James Poniewozik of Time, who disliked the Madonna episode, was "pleasantly surprised" by "Britney/Brittany". He deemed it one of the funniest and most entertaining episodes of the series, crediting Morris' performance and the "fortunately limited" Spears cameos. Responding to criticism of the episode, Poniewozik conceded that the storylines were slender and Spears remakes dominated the episode, however felt that unlike "The Power of Madonna", it worked because "it owned its slightness: it kept the videos (and Britney's appearances) where they belonged as fantasy". Bobby Hankinson of the Houston Chronicle described the episode as brilliant, and felt that presenting the Spears performances as a series of unrelated hallucinations was "an inspired choice". IGNs Robert Canning rated "Britney/Brittany" 8/10, signifying an "Impressive" episode. He described it as fun, but close to being "too much of a gimmick", with incongruous song choices.

VanDerWerff deemed Spears' cameo "totally useless", criticizing the singer's "flat, listless dialogue". Lisa de Moraes of The Washington Post graded her cameo a "C", commenting "at least she didn't have to try to be funny" as in her How I Met Your Mother guest-spot. Flandez was disappointed that Spears did not appear for longer, yet he concluded that given the acting demonstrated in her 2002 film Crossroads, it was better that the pop star did not. Conversely, Jenna Mullins of E! Online appreciated the fact that Spears did not appear as a background character, writing that she is "best when she is playing herself", Stack felt her appearances were well-handled, "with a nice level of restraint", and Canning felt they were kept to a "perfect minimum".

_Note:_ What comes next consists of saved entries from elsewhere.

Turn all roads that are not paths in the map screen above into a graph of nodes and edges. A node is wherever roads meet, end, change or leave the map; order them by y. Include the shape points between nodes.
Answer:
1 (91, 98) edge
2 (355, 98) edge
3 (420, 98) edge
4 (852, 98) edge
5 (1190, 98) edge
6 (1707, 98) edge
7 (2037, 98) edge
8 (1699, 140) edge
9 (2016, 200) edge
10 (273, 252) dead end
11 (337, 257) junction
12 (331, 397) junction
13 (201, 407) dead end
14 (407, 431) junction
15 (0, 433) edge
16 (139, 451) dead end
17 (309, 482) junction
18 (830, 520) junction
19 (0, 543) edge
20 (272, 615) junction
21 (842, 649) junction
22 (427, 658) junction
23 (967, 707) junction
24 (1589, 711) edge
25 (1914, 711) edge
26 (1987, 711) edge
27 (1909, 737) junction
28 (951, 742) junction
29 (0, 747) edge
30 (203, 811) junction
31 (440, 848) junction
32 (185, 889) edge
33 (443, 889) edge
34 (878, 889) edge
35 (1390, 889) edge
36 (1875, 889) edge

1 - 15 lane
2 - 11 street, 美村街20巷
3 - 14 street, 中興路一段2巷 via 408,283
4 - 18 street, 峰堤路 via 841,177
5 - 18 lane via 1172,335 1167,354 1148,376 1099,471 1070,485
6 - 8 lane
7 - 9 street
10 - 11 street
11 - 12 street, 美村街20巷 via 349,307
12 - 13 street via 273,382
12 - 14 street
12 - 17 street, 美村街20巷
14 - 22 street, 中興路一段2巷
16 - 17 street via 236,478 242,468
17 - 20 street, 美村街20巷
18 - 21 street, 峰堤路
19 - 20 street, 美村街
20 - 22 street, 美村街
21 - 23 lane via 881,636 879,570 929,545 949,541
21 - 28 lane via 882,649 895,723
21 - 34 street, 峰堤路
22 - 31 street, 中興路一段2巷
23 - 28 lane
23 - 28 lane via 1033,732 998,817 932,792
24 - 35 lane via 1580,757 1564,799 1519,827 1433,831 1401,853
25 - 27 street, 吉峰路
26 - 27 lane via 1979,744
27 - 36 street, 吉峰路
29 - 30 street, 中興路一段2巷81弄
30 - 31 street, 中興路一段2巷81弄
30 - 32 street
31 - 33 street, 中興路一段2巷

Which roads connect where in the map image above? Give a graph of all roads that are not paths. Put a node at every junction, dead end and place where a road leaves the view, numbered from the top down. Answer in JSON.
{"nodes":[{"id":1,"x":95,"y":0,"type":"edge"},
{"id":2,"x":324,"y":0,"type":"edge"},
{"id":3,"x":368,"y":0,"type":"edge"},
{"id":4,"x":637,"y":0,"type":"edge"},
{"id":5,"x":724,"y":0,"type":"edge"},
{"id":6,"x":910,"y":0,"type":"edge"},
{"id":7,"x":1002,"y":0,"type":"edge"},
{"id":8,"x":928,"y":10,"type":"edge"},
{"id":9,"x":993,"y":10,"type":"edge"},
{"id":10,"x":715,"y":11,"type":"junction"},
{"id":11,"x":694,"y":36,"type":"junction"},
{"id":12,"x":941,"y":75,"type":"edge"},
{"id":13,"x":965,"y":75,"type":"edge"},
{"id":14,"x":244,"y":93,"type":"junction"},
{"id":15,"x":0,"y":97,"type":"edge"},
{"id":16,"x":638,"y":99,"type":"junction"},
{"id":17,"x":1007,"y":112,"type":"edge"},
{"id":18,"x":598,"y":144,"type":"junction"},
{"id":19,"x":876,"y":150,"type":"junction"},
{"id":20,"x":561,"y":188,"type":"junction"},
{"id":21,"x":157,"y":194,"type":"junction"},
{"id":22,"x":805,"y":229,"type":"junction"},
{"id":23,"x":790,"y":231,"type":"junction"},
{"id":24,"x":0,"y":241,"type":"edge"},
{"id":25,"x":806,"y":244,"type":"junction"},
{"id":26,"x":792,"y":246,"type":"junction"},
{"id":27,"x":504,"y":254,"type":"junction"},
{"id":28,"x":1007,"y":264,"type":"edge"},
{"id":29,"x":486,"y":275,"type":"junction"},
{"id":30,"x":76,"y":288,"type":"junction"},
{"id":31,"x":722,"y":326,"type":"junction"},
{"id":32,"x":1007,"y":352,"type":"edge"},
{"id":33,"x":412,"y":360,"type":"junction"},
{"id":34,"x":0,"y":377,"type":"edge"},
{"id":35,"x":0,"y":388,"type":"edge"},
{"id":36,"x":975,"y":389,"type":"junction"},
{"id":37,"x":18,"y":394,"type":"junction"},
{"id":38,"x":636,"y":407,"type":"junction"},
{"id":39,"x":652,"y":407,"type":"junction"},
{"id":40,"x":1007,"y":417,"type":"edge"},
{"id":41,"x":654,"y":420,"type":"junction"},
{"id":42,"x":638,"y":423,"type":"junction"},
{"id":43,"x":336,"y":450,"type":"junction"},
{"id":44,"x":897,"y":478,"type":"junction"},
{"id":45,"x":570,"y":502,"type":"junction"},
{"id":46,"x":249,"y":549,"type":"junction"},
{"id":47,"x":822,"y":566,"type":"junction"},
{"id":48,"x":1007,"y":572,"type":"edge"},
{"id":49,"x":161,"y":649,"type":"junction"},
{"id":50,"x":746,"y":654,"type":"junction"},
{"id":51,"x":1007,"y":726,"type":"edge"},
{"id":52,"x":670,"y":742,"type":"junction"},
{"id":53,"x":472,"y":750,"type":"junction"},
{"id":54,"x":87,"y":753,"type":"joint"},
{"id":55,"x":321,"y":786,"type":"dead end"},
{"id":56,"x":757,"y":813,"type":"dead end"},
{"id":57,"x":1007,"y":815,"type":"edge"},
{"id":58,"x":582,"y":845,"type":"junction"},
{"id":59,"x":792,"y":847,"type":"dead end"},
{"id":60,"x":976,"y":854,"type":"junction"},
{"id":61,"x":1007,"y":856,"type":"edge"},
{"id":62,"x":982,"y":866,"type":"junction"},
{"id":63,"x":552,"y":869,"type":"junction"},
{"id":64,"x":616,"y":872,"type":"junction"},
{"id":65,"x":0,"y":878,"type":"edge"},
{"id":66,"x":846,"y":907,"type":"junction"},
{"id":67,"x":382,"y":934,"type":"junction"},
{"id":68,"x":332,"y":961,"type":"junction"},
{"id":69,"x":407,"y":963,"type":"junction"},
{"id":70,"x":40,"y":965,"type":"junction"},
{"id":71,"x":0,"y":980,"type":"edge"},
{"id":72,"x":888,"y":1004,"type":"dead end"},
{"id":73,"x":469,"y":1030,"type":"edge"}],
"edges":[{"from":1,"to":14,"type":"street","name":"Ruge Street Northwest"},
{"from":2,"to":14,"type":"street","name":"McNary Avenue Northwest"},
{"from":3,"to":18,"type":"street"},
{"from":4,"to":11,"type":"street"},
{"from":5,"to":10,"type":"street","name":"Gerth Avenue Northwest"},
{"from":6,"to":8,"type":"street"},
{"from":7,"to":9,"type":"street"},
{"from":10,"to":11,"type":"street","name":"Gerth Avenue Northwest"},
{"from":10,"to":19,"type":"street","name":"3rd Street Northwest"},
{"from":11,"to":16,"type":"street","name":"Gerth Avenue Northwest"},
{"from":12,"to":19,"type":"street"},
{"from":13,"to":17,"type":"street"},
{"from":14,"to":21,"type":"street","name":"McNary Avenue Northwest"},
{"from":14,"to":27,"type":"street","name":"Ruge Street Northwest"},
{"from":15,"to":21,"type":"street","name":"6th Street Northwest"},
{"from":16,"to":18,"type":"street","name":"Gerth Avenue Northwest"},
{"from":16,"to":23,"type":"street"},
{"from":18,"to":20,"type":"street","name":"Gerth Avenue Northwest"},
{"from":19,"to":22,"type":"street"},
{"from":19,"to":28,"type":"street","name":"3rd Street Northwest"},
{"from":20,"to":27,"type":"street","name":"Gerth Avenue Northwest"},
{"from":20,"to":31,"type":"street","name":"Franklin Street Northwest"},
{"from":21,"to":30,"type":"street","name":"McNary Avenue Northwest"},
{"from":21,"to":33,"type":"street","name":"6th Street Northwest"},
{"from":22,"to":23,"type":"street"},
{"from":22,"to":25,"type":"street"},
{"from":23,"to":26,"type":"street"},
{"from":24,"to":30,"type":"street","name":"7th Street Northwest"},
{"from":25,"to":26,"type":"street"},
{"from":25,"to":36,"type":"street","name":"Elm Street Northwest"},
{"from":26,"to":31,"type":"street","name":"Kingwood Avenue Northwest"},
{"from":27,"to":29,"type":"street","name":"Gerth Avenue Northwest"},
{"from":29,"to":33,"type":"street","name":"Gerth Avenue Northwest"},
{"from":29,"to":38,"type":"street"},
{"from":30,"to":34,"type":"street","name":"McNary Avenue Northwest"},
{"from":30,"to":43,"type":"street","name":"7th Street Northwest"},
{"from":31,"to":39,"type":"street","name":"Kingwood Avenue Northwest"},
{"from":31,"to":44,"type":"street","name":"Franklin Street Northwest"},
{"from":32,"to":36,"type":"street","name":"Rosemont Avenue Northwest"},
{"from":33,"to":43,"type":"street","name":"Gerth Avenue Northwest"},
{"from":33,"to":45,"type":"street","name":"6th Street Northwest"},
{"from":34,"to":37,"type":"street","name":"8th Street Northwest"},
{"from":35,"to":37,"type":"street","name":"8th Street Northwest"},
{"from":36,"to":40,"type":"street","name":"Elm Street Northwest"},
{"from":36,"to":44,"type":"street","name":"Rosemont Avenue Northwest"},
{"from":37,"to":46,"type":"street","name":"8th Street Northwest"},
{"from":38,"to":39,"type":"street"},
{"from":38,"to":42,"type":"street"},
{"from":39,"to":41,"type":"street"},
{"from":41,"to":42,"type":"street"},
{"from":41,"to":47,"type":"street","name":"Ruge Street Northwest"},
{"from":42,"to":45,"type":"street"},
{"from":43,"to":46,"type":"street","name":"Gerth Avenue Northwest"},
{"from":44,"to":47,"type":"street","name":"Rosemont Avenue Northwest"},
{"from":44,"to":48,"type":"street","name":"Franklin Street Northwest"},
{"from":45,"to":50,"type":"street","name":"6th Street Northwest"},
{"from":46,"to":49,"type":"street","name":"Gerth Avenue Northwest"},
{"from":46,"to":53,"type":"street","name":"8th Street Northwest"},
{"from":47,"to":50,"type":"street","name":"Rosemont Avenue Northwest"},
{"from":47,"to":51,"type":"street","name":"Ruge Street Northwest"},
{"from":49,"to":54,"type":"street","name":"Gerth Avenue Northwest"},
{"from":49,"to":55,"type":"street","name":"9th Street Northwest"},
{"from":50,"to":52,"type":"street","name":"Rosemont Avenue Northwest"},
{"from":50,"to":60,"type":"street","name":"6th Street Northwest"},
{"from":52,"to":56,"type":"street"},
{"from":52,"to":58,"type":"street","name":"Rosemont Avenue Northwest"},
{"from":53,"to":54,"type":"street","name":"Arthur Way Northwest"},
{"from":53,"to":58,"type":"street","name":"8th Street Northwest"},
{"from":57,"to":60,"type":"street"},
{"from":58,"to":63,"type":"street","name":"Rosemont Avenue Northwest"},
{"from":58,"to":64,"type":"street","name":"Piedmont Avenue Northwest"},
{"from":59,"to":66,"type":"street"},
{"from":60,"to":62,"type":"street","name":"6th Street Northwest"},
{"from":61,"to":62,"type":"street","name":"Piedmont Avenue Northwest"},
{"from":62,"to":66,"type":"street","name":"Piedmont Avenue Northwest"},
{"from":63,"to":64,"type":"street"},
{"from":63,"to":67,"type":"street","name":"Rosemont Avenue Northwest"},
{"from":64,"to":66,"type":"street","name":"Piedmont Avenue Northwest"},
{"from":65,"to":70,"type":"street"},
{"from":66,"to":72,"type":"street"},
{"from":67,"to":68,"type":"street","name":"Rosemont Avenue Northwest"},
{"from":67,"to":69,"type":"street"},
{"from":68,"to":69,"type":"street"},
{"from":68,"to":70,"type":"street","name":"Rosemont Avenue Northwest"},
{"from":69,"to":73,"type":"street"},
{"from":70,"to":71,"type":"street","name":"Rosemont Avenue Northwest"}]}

Morris' performance attracted critical praise, with de Moraes calling "Britney/Brittany" a "great showcase" for the actress, praising her "spectacular dance moves" and "deadpan flare". In her otherwise negative review, VanDerWerff deemed Morris "hysterical throughout" and the cast's best dancer. She stated, "Murphy seems intent on running this character into the ground, but Morris isn't going to have her stop being funny without a fight." Mullins observed, "When Ryan Murphy said this episode was a celebration of Heather, he wasn't kidding", commending her musical performances. Canning was initially concerned that the episode would diminish Morris' appeal by elevating her from a background role, but was ultimately pleased that it managed to retain her "fan favorite" secondary character status.